### [Problem requirements]
Return a copy of every line in the data below that contains "Number".

(Input for this task)

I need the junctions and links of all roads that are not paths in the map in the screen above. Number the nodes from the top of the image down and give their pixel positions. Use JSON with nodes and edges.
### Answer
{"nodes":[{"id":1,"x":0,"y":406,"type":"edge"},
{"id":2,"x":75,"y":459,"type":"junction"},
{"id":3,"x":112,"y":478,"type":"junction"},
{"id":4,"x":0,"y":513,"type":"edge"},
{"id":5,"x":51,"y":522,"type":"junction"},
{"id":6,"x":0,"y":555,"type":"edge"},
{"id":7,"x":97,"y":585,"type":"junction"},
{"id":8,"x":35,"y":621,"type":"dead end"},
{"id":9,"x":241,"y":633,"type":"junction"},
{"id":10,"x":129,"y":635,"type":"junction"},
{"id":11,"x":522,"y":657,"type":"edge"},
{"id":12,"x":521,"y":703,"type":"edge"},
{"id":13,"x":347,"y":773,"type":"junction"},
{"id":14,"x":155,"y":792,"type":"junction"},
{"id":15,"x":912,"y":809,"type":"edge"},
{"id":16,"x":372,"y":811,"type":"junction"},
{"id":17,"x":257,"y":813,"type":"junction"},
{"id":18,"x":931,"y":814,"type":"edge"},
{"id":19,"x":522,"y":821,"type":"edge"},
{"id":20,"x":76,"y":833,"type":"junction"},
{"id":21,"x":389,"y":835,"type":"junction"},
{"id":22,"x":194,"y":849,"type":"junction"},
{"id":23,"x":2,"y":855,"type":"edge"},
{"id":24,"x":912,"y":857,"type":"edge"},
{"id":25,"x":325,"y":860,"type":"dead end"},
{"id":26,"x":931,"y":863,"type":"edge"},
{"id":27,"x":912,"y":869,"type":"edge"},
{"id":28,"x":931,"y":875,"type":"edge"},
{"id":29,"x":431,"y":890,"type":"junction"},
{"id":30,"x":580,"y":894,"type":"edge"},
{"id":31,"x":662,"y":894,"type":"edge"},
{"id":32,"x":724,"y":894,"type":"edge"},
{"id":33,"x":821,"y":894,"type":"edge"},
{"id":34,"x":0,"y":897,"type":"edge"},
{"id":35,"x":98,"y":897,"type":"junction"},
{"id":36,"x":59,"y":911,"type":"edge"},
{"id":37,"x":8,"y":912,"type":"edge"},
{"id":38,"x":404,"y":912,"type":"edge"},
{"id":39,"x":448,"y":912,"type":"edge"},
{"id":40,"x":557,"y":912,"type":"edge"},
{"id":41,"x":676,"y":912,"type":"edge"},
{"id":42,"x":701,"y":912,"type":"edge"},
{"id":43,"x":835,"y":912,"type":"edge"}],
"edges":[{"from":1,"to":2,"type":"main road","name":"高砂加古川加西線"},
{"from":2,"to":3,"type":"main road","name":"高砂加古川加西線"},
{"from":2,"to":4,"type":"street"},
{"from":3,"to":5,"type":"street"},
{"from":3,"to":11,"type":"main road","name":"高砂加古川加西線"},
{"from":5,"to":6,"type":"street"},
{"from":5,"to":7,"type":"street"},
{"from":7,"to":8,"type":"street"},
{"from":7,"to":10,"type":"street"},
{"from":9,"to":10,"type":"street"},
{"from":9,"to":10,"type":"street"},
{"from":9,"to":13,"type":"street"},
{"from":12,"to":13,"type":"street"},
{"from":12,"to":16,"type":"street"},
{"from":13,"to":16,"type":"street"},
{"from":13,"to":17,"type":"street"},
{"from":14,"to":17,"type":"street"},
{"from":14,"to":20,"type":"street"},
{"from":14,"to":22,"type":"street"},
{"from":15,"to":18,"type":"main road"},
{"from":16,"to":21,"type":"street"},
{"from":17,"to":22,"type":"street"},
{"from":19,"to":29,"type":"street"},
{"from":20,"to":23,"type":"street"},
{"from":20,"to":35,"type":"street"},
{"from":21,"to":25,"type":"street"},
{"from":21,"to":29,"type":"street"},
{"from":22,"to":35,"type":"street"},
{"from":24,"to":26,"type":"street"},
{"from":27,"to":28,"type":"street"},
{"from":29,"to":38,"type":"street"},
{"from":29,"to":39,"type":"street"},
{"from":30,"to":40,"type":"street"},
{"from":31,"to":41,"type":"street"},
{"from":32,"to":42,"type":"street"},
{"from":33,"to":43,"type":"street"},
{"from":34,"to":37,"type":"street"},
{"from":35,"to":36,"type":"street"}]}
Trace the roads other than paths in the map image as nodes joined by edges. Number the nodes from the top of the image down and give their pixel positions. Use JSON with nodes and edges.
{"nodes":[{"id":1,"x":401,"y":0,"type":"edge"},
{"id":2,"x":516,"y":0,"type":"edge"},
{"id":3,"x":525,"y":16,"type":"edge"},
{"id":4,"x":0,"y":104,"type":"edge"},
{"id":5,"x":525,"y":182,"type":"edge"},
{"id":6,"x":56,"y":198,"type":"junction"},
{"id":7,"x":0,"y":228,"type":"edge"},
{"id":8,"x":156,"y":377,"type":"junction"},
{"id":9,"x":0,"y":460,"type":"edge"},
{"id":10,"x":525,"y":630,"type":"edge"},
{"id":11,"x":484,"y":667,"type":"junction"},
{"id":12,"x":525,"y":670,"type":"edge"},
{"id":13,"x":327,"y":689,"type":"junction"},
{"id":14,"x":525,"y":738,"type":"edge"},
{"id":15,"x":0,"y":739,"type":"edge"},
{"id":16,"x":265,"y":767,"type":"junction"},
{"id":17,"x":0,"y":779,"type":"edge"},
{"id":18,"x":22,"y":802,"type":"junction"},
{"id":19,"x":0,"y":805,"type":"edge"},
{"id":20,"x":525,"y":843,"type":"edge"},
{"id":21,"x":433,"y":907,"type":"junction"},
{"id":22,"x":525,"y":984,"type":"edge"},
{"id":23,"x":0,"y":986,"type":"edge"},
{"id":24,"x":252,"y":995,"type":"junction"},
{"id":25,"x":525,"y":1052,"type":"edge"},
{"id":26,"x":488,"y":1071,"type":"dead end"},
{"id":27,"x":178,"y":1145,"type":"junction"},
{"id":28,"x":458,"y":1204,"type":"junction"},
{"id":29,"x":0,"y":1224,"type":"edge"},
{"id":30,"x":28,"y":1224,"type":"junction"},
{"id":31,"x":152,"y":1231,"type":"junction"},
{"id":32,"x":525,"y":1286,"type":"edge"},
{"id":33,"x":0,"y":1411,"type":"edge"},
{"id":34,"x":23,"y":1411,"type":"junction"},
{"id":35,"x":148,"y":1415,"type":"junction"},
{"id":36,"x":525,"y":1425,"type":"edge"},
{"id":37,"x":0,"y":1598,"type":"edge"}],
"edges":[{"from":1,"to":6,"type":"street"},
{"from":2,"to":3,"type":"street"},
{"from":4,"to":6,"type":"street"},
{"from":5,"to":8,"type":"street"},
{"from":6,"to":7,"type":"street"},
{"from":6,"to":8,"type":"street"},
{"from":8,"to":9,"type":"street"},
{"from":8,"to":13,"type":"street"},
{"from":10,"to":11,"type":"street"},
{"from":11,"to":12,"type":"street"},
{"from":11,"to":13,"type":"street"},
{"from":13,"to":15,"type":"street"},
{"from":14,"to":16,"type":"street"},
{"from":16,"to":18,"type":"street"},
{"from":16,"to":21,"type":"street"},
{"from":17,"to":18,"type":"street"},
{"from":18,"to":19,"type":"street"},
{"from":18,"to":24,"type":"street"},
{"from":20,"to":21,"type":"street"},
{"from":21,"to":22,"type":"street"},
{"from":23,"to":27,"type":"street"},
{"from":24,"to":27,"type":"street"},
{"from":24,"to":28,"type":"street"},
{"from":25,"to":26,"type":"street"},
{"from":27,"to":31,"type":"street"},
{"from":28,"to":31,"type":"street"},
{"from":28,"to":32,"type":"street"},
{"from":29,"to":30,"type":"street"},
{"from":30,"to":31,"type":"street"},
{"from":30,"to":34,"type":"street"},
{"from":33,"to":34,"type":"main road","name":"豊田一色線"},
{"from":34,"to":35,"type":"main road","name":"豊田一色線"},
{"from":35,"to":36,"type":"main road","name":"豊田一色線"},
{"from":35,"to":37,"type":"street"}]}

(End Input for this task)

### [Your response]
I need the junctions and links of all roads that are not paths in the map in the screen above. Number the nodes from the top of the image down and give their pixel positions. Use JSON with nodes and edges.
Trace the roads other than paths in the map image as nodes joined by edges. Number the nodes from the top of the image down and give their pixel positions. Use JSON with nodes and edges.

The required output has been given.